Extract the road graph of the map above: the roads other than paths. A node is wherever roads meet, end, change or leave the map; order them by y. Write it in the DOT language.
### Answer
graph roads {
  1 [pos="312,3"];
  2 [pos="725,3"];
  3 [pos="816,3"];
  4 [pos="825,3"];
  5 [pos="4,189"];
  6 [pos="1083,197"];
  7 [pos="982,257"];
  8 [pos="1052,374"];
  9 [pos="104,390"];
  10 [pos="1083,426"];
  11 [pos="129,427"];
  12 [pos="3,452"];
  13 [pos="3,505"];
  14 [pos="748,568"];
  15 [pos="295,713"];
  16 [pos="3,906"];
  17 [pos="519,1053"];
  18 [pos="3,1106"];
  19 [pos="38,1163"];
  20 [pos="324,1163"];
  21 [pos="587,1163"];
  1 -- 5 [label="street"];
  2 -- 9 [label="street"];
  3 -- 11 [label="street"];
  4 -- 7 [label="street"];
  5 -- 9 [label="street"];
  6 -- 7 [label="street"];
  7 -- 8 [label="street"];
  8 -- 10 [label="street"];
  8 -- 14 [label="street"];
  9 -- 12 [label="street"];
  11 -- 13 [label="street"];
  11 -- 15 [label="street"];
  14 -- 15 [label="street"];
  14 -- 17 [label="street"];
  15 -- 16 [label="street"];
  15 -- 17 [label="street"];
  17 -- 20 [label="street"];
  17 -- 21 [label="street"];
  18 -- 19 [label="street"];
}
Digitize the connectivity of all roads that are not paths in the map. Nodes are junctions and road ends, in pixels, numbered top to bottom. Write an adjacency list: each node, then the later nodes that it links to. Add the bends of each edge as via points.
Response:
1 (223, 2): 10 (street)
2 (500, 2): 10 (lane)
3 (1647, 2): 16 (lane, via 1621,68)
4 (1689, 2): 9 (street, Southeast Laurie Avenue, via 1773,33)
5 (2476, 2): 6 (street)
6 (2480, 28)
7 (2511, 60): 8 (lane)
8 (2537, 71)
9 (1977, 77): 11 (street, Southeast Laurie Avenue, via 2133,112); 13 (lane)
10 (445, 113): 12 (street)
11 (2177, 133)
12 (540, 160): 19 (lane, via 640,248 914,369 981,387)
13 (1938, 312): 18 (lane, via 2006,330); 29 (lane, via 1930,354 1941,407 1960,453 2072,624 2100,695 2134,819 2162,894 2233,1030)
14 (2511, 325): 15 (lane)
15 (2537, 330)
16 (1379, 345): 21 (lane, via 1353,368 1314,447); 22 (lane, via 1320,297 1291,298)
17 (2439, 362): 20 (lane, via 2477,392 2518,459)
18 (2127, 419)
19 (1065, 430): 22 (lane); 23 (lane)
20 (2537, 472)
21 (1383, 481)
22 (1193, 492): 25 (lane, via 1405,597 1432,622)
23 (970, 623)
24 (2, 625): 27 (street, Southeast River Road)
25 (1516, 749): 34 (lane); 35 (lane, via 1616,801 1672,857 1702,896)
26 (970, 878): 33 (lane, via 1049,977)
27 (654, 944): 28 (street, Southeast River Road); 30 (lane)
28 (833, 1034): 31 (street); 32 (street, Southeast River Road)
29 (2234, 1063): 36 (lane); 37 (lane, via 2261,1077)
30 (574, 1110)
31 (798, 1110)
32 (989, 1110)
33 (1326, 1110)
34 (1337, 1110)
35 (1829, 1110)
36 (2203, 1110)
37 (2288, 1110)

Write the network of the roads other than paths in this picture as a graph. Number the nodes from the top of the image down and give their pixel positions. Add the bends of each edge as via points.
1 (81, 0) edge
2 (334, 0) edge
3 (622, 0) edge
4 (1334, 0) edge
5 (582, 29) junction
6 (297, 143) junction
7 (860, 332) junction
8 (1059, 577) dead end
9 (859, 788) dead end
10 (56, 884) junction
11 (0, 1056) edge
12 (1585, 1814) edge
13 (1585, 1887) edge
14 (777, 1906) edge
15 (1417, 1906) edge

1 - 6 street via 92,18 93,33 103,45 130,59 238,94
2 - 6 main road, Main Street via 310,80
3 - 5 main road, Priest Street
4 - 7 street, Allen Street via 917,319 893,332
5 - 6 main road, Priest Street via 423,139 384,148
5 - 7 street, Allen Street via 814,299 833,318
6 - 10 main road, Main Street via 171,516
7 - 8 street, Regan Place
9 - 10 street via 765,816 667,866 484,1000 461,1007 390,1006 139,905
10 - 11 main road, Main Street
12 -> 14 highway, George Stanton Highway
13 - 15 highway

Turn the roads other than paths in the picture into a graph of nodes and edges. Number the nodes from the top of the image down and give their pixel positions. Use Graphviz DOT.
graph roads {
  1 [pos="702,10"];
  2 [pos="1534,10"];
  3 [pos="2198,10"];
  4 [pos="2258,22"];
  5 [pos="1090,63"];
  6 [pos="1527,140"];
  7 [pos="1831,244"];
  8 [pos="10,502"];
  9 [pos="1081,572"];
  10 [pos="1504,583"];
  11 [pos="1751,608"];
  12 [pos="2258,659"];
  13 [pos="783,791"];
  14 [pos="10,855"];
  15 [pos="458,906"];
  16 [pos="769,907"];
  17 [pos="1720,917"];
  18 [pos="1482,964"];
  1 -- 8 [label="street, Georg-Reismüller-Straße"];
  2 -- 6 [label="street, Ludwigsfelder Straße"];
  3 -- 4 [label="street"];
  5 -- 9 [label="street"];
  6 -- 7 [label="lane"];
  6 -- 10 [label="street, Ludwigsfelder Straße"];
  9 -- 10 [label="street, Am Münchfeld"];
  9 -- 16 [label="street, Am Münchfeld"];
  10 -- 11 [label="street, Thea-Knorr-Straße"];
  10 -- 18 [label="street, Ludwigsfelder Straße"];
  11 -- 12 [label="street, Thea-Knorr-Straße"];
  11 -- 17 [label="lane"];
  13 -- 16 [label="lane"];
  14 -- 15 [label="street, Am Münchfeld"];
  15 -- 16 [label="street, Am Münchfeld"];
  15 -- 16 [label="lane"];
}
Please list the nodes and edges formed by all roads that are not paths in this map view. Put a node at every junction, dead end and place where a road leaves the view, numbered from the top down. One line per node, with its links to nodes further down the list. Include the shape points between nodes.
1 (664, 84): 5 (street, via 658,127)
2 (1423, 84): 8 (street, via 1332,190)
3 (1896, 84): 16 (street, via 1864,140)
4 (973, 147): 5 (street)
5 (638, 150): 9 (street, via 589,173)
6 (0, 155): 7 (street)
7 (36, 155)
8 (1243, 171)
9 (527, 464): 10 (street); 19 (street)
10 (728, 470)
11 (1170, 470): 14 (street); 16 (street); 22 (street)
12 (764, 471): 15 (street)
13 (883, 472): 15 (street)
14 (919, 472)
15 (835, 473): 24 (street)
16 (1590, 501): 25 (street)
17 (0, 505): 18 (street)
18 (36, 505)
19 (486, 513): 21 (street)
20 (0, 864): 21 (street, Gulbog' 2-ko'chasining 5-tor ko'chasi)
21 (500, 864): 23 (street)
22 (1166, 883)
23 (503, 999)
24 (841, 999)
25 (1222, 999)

═══

[TASK TO CARRY OUT]
From the data above, copy each line exactly.

[REPLY TO THE EXERCISE]
Extract the road graph of the map above: the roads other than paths. A node is wherever roads meet, end, change or leave the map; order them by y. Write it in the DOT language.
### Answer
graph roads {
  1 [pos="312,3"];
  2 [pos="725,3"];
  3 [pos="816,3"];
  4 [pos="825,3"];
  5 [pos="4,189"];
  6 [pos="1083,197"];
  7 [pos="982,257"];
  8 [pos="1052,374"];
  9 [pos="104,390"];
  10 [pos="1083,426"];
  11 [pos="129,427"];
  12 [pos="3,452"];
  13 [pos="3,505"];
  14 [pos="748,568"];
  15 [pos="295,713"];
  16 [pos="3,906"];
  17 [pos="519,1053"];
  18 [pos="3,1106"];
  19 [pos="38,1163"];
  20 [pos="324,1163"];
  21 [pos="587,1163"];
  1 -- 5 [label="street"];
  2 -- 9 [label="street"];
  3 -- 11 [label="street"];
  4 -- 7 [label="street"];
  5 -- 9 [label="street"];
  6 -- 7 [label="street"];
  7 -- 8 [label="street"];
  8 -- 10 [label="street"];
  8 -- 14 [label="street"];
  9 -- 12 [label="street"];
  11 -- 13 [label="street"];
  11 -- 15 [label="street"];
  14 -- 15 [label="street"];
  14 -- 17 [label="street"];
  15 -- 16 [label="street"];
  15 -- 17 [label="street"];
  17 -- 20 [label="street"];
  17 -- 21 [label="street"];
  18 -- 19 [label="street"];
}
Digitize the connectivity of all roads that are not paths in the map. Nodes are junctions and road ends, in pixels, numbered top to bottom. Write an adjacency list: each node, then the later nodes that it links to. Add the bends of each edge as via points.
Response:
1 (223, 2): 10 (street)
2 (500, 2): 10 (lane)
3 (1647, 2): 16 (lane, via 1621,68)
4 (1689, 2): 9 (street, Southeast Laurie Avenue, via 1773,33)
5 (2476, 2): 6 (street)
6 (2480, 28)
7 (2511, 60): 8 (lane)
8 (2537, 71)
9 (1977, 77): 11 (street, Southeast Laurie Avenue, via 2133,112); 13 (lane)
10 (445, 113): 12 (street)
11 (2177, 133)
12 (540, 160): 19 (lane, via 640,248 914,369 981,387)
13 (1938, 312): 18 (lane, via 2006,330); 29 (lane, via 1930,354 1941,407 1960,453 2072,624 2100,695 2134,819 2162,894 2233,1030)
14 (2511, 325): 15 (lane)
15 (2537, 330)
16 (1379, 345): 21 (lane, via 1353,368 1314,447); 22 (lane, via 1320,297 1291,298)
17 (2439, 362): 20 (lane, via 2477,392 2518,459)
18 (2127, 419)
19 (1065, 430): 22 (lane); 23 (lane)
20 (2537, 472)
21 (1383, 481)
22 (1193, 492): 25 (lane, via 1405,597 1432,622)
23 (970, 623)
24 (2, 625): 27 (street, Southeast River Road)
25 (1516, 749): 34 (lane); 35 (lane, via 1616,801 1672,857 1702,896)
26 (970, 878): 33 (lane, via 1049,977)
27 (654, 944): 28 (street, Southeast River Road); 30 (lane)
28 (833, 1034): 31 (street); 32 (street, Southeast River Road)
29 (2234, 1063): 36 (lane); 37 (lane, via 2261,1077)
30 (574, 1110)
31 (798, 1110)
32 (989, 1110)
33 (1326, 1110)
34 (1337, 1110)
35 (1829, 1110)
36 (2203, 1110)
37 (2288, 1110)

Write the network of the roads other than paths in this picture as a graph. Number the nodes from the top of the image down and give their pixel positions. Add the bends of each edge as via points.
1 (81, 0) edge
2 (334, 0) edge
3 (622, 0) edge
4 (1334, 0) edge
5 (582, 29) junction
6 (297, 143) junction
7 (860, 332) junction
8 (1059, 577) dead end
9 (859, 788) dead end
10 (56, 884) junction
11 (0, 1056) edge
12 (1585, 1814) edge
13 (1585, 1887) edge
14 (777, 1906) edge
15 (1417, 1906) edge

1 - 6 street via 92,18 93,33 103,45 130,59 238,94
2 - 6 main road, Main Street via 310,80
3 - 5 main road, Priest Street
4 - 7 street, Allen Street via 917,319 893,332
5 - 6 main road, Priest Street via 423,139 384,148
5 - 7 street, Allen Street via 814,299 833,318
6 - 10 main road, Main Street via 171,516
7 - 8 street, Regan Place
9 - 10 street via 765,816 667,866 484,1000 461,1007 390,1006 139,905
10 - 11 main road, Main Street
12 -> 14 highway, George Stanton Highway
13 - 15 highway

Turn the roads other than paths in the picture into a graph of nodes and edges. Number the nodes from the top of the image down and give their pixel positions. Use Graphviz DOT.
graph roads {
  1 [pos="702,10"];
  2 [pos="1534,10"];
  3 [pos="2198,10"];
  4 [pos="2258,22"];
  5 [pos="1090,63"];
  6 [pos="1527,140"];
  7 [pos="1831,244"];
  8 [pos="10,502"];
  9 [pos="1081,572"];
  10 [pos="1504,583"];
  11 [pos="1751,608"];
  12 [pos="2258,659"];
  13 [pos="783,791"];
  14 [pos="10,855"];
  15 [pos="458,906"];
  16 [pos="769,907"];
  17 [pos="1720,917"];
  18 [pos="1482,964"];
  1 -- 8 [label="street, Georg-Reismüller-Straße"];
  2 -- 6 [label="street, Ludwigsfelder Straße"];
  3 -- 4 [label="street"];
  5 -- 9 [label="street"];
  6 -- 7 [label="lane"];
  6 -- 10 [label="street, Ludwigsfelder Straße"];
  9 -- 10 [label="street, Am Münchfeld"];
  9 -- 16 [label="street, Am Münchfeld"];
  10 -- 11 [label="street, Thea-Knorr-Straße"];
  10 -- 18 [label="street, Ludwigsfelder Straße"];
  11 -- 12 [label="street, Thea-Knorr-Straße"];
  11 -- 17 [label="lane"];
  13 -- 16 [label="lane"];
  14 -- 15 [label="street, Am Münchfeld"];
  15 -- 16 [label="street, Am Münchfeld"];
  15 -- 16 [label="lane"];
}
Please list the nodes and edges formed by all roads that are not paths in this map view. Put a node at every junction, dead end and place where a road leaves the view, numbered from the top down. One line per node, with its links to nodes further down the list. Include the shape points between nodes.
1 (664, 84): 5 (street, via 658,127)
2 (1423, 84): 8 (street, via 1332,190)
3 (1896, 84): 16 (street, via 1864,140)
4 (973, 147): 5 (street)
5 (638, 150): 9 (street, via 589,173)
6 (0, 155): 7 (street)
7 (36, 155)
8 (1243, 171)
9 (527, 464): 10 (street); 19 (street)
10 (728, 470)
11 (1170, 470): 14 (street); 16 (street); 22 (street)
12 (764, 471): 15 (street)
13 (883, 472): 15 (street)
14 (919, 472)
15 (835, 473): 24 (street)
16 (1590, 501): 25 (street)
17 (0, 505): 18 (street)
18 (36, 505)
19 (486, 513): 21 (street)
20 (0, 864): 21 (street, Gulbog' 2-ko'chasining 5-tor ko'chasi)
21 (500, 864): 23 (street)
22 (1166, 883)
23 (503, 999)
24 (841, 999)
25 (1222, 999)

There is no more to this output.